Acredita-se que Moray tenha funcionado como um grande centro de aclimatação para a agricultura, evidenciando a incrível diversidade de culturas que os povos incaicos e pré-incaicos. Dentre essas, destacam-se centenas de variedades de milho e batatas, cada uma adaptada a altitudes e climas específicos, contribuindo para um sistema agrícola robusto e resistente a pragas e mudanças climáticas. Essa diversidade não é apenas um marco da agricultura sustentável, mas também uma forma de viver com a natureza, uma afirmação de uma relação plural de coexistência.
Imagem de @arvoreágua
A Floresta Amazônica, frequentemente vista como "virgem" e intocada, é cada vez mais reconhecida como uma paisagem profundamente moldada e fortalecida por seus habitantes originários. Evidências mostram que as sociedades pré-colombianas enriqueceram e expandiram esse ponto de biodiversidade através de cultivo deliberado e gestão de habitat. Essas práticas, que incluem a criação de solos férteis conhecidos como terra preta, demonstram o papel dos povos indígenas no aumento da biodiversidade, desafiando a narrativa colonialista sobre vazios demográficos e espaços a serem ocupados e dominados.

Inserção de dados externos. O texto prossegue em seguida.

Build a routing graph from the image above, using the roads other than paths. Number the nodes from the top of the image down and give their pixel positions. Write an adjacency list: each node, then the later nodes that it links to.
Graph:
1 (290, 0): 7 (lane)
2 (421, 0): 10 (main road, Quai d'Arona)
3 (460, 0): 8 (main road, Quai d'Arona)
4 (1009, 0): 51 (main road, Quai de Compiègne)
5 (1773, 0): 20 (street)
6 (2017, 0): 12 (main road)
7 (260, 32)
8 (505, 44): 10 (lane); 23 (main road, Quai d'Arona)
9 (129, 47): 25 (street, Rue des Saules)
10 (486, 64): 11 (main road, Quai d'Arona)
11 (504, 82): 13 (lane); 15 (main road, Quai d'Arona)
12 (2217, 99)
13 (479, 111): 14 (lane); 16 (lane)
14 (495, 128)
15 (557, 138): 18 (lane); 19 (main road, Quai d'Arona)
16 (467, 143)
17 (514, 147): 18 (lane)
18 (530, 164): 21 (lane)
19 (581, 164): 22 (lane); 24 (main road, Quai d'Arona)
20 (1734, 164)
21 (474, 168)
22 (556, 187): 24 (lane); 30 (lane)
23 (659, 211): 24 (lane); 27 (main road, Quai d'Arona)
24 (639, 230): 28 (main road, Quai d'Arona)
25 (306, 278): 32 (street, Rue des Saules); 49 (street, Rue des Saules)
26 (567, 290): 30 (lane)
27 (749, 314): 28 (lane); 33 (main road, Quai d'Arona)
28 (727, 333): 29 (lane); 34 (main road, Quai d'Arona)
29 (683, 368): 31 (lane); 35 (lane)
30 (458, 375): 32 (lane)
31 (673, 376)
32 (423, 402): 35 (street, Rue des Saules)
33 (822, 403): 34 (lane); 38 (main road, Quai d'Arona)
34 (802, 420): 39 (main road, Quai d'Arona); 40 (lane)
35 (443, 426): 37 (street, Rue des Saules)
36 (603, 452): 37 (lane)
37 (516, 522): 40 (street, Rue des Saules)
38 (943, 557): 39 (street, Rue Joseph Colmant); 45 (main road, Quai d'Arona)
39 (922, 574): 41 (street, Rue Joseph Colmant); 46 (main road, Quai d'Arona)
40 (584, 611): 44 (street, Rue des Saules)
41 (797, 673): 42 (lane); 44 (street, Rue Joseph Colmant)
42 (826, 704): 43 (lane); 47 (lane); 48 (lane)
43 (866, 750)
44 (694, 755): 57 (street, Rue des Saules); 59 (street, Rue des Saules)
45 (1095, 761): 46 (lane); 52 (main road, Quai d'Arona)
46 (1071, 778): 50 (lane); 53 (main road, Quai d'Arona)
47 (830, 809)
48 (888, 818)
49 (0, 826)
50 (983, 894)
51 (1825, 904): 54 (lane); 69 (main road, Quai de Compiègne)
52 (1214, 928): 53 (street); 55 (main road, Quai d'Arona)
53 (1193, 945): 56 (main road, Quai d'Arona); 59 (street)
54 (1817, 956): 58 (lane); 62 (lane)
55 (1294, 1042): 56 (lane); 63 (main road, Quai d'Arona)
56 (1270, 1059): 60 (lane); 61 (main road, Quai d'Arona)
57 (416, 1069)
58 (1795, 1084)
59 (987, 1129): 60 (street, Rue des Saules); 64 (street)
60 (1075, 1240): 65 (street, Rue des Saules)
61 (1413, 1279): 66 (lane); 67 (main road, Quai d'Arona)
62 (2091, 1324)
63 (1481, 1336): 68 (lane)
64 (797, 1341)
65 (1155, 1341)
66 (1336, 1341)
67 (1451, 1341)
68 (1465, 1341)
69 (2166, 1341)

Em contrapartida, a imposição colonial do extermínio dos povos indígenas e de suas sabedorias, com a expansão de monoculturas faz parte de um ecocídio, arrasando ecossistemas complexos e trocando por commodities singulares e exportáveis. Essa prática, motivada por uma busca incessante de um desenvolvimento embasado na exploração da natureza, ignora o valor intrínseco da biodiversidade e mina a resiliência ecológica, fragilizando a terra e o clima. A transição para a agricultura de monocultura não apenas esgota os nutrientes do solo e interrompe os ciclos locais de água, mas também torna as culturas mais suscetíveis a doenças e pragas, necessitando intervenções químicas que causam mais danos ao meio ambiente. Não é para menos que, no Brasil, a imensa maioria dos gases efeito estufa que produzimos vem da agroindustria, com deflorestamento, produção de soja para gado e o própria gado.
Paralelamente à devastação ecológica provocada pelas monoculturas, ocorre o fenômeno do epistemicídio – a destruição sistemática dos sistemas de conhecimento indígenas. Essa forma de homogeneização cultural busca invalidar e substituir diversas maneiras de conhecer por uma visão de mundo colonial única. A perda desse conhecimento não é apenas uma perda para as comunidades indígenas, mas para a humanidade como um todo, pois somos privados de séculos de sabedoria acumulada sobre vida sustentável e harmonia com a natureza. Para se ter uma ideia da continuidade desse problema, os povos indígenas não tinham direito à educação até a Constituição de 1988, e ainda hoje, muitos dos investimentos na educação escolar indígena tem um fundo civilizatório, que apaga os valores e as tradições indígenas.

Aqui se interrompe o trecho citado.